Afghan physician and politician

Suraya Dalil (Uzbek/ثریا دلیل), (born 1970) is an Afghan physician and politician who served as Minister of Public Health from 2010 to 2014 and was the country's Permanent Representative to the United Nations from November 2015 until March 2019.

==Early life and education==
Dalil was born in Kabul in February 1970. Her father was a teacher and encouraged her education despite it being unusual at the time. She attended the Zarghona High School and graduated from Kabul Medical University in 1991. Her family then moved to Mazar-i-Sharif after her father was injured during the civil war.

In 2004, Dalil was awarded a Presidential Scholarship to attend the Harvard School of Public Health and graduated with a master's degree in public health in 2005.

==Career==
Dalil worked with Médecins Sans Frontières providing health care to Tajik refugees in northern Afghanistan in 1992 and 1993. She then worked with the International Organization for Migration providing medical assistance to Afghan refugees returning from Pakistan and Iran.

Dalil began working with UNICEF in Afghanistan in 1994, overseeing a large scale measles and polio immunization project. When the Taliban reached Mazar-i-Sharif in 1998, she fled on foot with her family to Pakistan, where she resumed working for the UNICEF Afghanistan office which had been relocated there. After the fall of the Taliban, she returned to Kabul in 2002 with her family. She worked there until 2007, when UNICEF appointed her Chief of Health and Nutrition Program in Somalia, where she worked until December 2009.

In January 2010, Dalil was assigned as Acting Minister of Public Health by President Hamid Karzai, and she was appointed Minister in March 2012. She initiated various strategies to reduce child and maternal mortality rates.

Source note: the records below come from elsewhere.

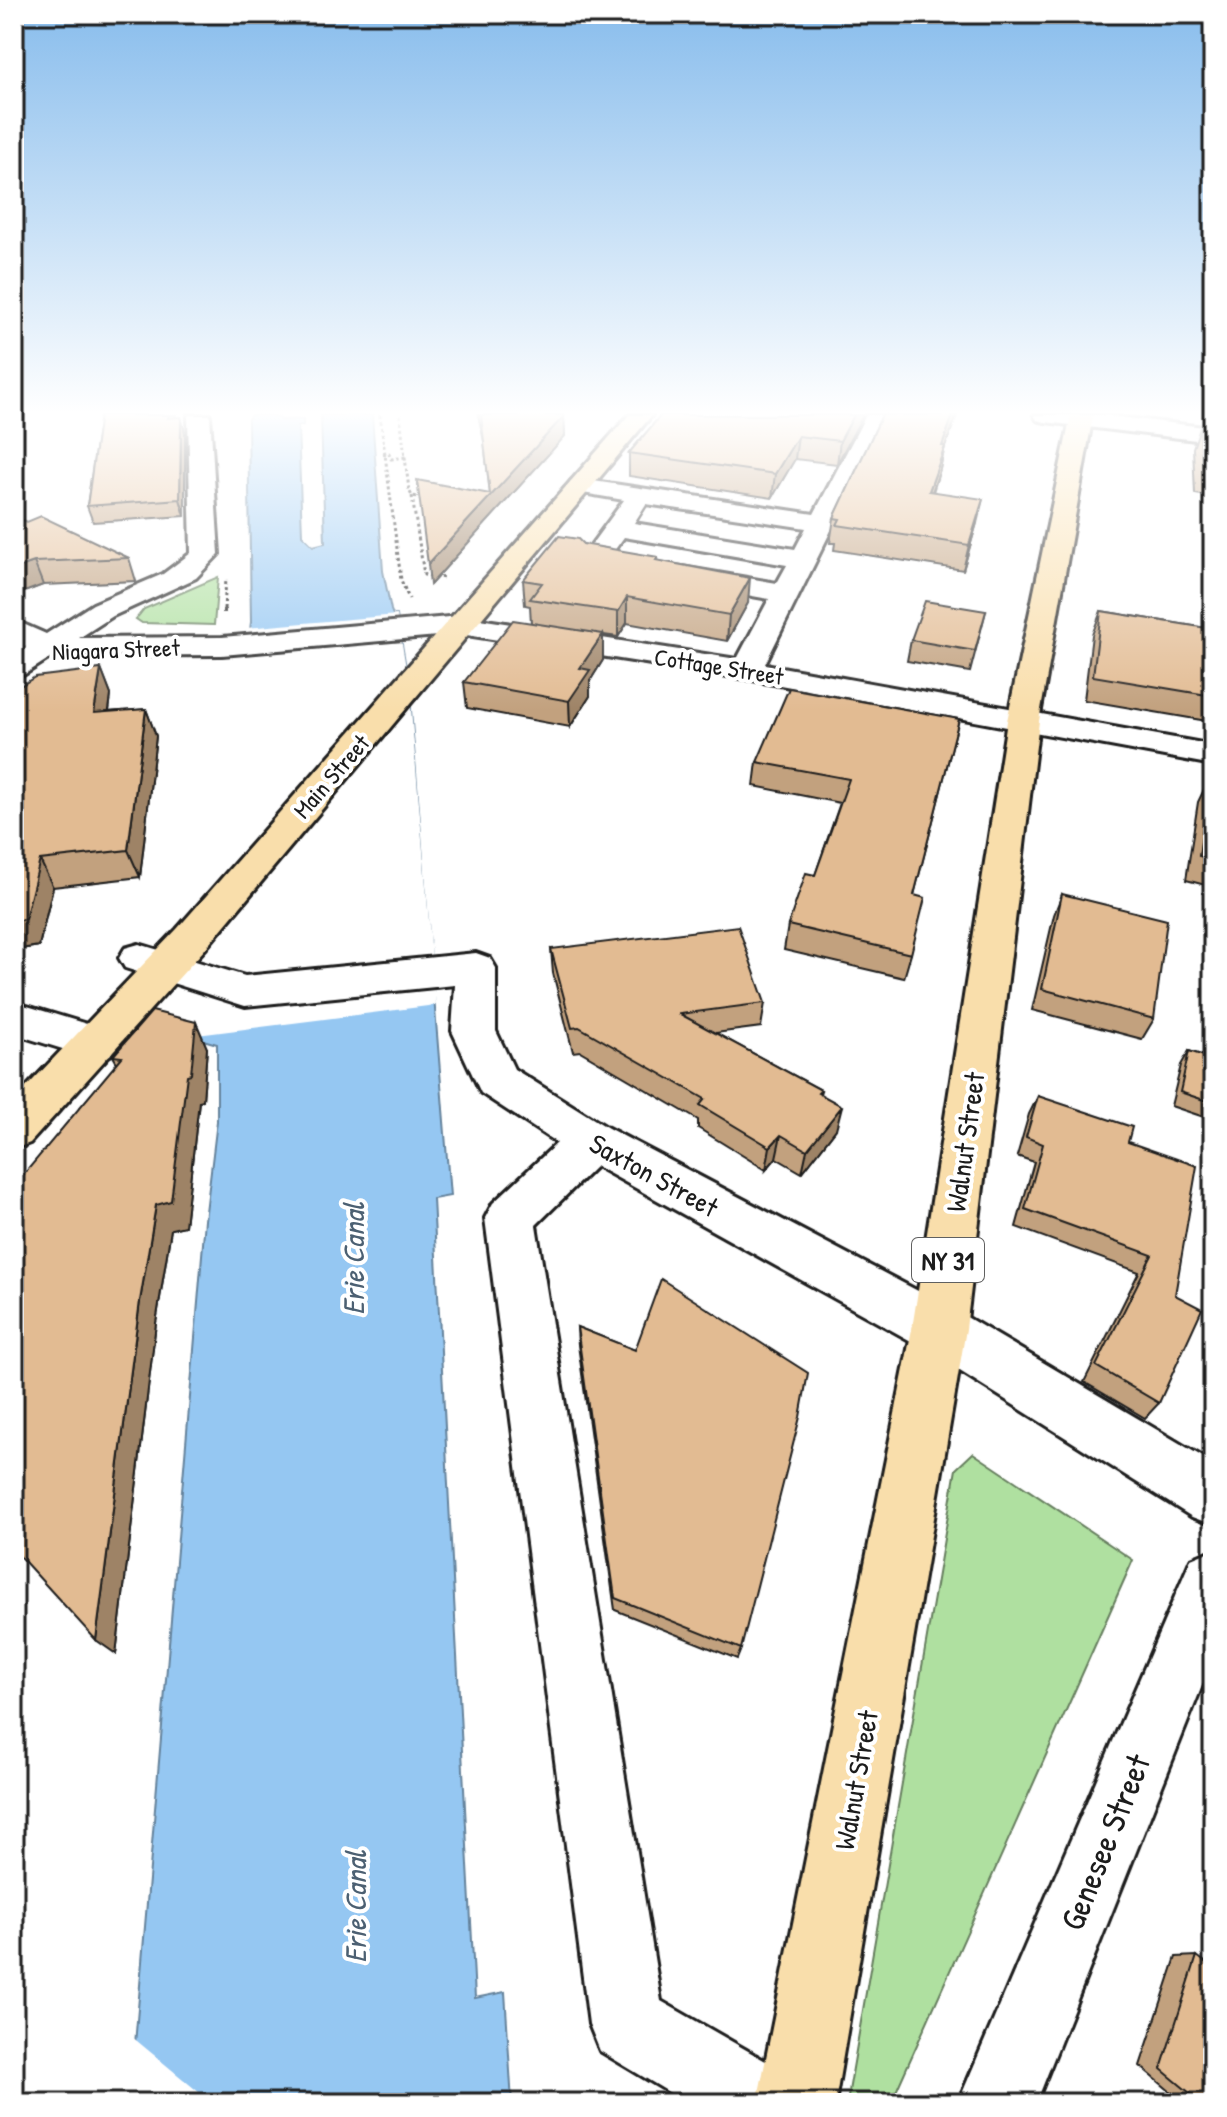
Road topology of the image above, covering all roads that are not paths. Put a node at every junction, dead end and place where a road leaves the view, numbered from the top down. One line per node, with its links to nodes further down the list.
1 (203, 514): 15 (street)
2 (527, 514): 13 (main road, Main Street)
3 (551, 514): 13 (main road, Main Street)
4 (628, 514): 9 (street)
5 (760, 514): 8 (street)
6 (827, 514): 8 (street)
7 (1054, 514): 18 (main road, Walnut Street / NY 31)
8 (822, 523): 10 (street)
9 (617, 528): 10 (street); 11 (street)
10 (803, 559): 11 (street)
11 (786, 593): 17 (street)
12 (14, 629): 15 (street)
13 (419, 638): 14 (street, Cottage Street); 17 (street, Cottage Street); 20 (main road, Main Street); 20 (main road, Main Street)
14 (222, 646): 15 (street, Niagara Street)
15 (49, 647): 16 (street, Niagara Street)
16 (14, 667)
17 (747, 670): 18 (street, Cottage Street)
18 (1023, 721): 19 (street, Cottage Street); 25 (main road, Walnut Street / NY 31)
19 (1213, 755)
20 (171, 960): 22 (main road, Main Street); 24 (street, Saxton Street)
21 (14, 1018): 22 (street)
22 (88, 1040): 23 (main road, Main Street)
23 (14, 1129)
24 (591, 1141): 25 (street, Saxton Street); 28 (street)
25 (939, 1329): 26 (street, Saxton Street); 29 (main road, Walnut Street / NY 31)
26 (1213, 1496)
27 (1213, 1581): 30 (street, Genesee Street)
28 (762, 2103)
29 (796, 2103)
30 (997, 2103)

In November 2015, President Ashraf Ghani appointed Dalil as Permanent Representative of the Government of the Islamic Republic of Afghanistan to the United Nations in Geneva, the first woman in the position. She concluded in the role in March 2019.

At the end of 2017, Dalil was named President of the Anti-Personnel Mine Ban Convention (Ottawa Treaty), which bans the use, production, transfer and stockpiling of anti-personnel mines. Afghanistan is one of the countries most affected by these weapons.

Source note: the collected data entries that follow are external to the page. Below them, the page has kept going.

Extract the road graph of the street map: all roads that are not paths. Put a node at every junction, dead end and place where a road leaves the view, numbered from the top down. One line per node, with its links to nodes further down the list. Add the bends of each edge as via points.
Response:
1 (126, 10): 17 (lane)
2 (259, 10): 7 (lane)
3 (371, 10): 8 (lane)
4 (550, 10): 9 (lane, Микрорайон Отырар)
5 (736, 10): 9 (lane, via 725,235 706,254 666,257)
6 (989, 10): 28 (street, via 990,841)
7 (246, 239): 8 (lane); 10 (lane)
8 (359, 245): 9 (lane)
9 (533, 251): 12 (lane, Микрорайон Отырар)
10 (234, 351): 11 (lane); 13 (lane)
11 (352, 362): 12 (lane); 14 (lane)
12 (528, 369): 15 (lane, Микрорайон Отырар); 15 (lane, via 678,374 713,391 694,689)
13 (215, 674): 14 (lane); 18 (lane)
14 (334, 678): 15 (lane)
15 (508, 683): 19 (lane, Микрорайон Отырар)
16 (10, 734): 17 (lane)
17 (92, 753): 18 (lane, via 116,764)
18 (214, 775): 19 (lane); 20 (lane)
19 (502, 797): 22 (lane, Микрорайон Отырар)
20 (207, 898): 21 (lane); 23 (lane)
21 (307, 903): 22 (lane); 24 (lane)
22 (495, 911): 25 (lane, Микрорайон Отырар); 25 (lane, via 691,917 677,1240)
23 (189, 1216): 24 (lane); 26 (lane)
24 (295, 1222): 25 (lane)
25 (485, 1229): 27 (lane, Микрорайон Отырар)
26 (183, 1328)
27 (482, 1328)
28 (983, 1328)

Since 2020, Dalil has been Director of the Special Programme on Primary Health Care for the World Health Organization. Since the Taliban's return to power in 2021, she has spoken out about "gender apartheid" and stressed the need for "clear and consistent" engagement with the regime in delivering humanitarian aid and seeking accountability for human rights violations.

==Other activities==
- International Gender Champions (IGC), Member

==Awards and honours==
In 2012, Dalil was awarded a prize by the Vaccination World Union for her achievements in implementing country-wide vaccination. In 2014, she accepted a Resolve Award Special Mention from the Global Leaders Council for Reproductive Health recognising Afghanistan's efforts to prioritise reproductive, maternal and child health.

==Selected publications==
- Dalil, Suraya (2000). "Psychosocial assessment of children exposed to war-related violence in Kabul"
- Dalil (2002). "Assessment of services and human resource needs for the development of the safe motherhood initiative in Afghanistan"
- Bartlett, L. (2005). "Where giving birth is a forecast of death: maternal mortality in four districts of Afghanistan, 1999–2002"
- Dalil, Suraya (2014). "Aid effectiveness in rebuilding the Afghan health system: a reflection"
- Dalil, Suraya (2015). "To Save Humanity:What Matters Most for a Healthy Future"

==Personal life==
Dalil's native language is Uzbeki, and she also speaks Dari, Pashto, and English. Her husband is also a medical doctor, and they have three children.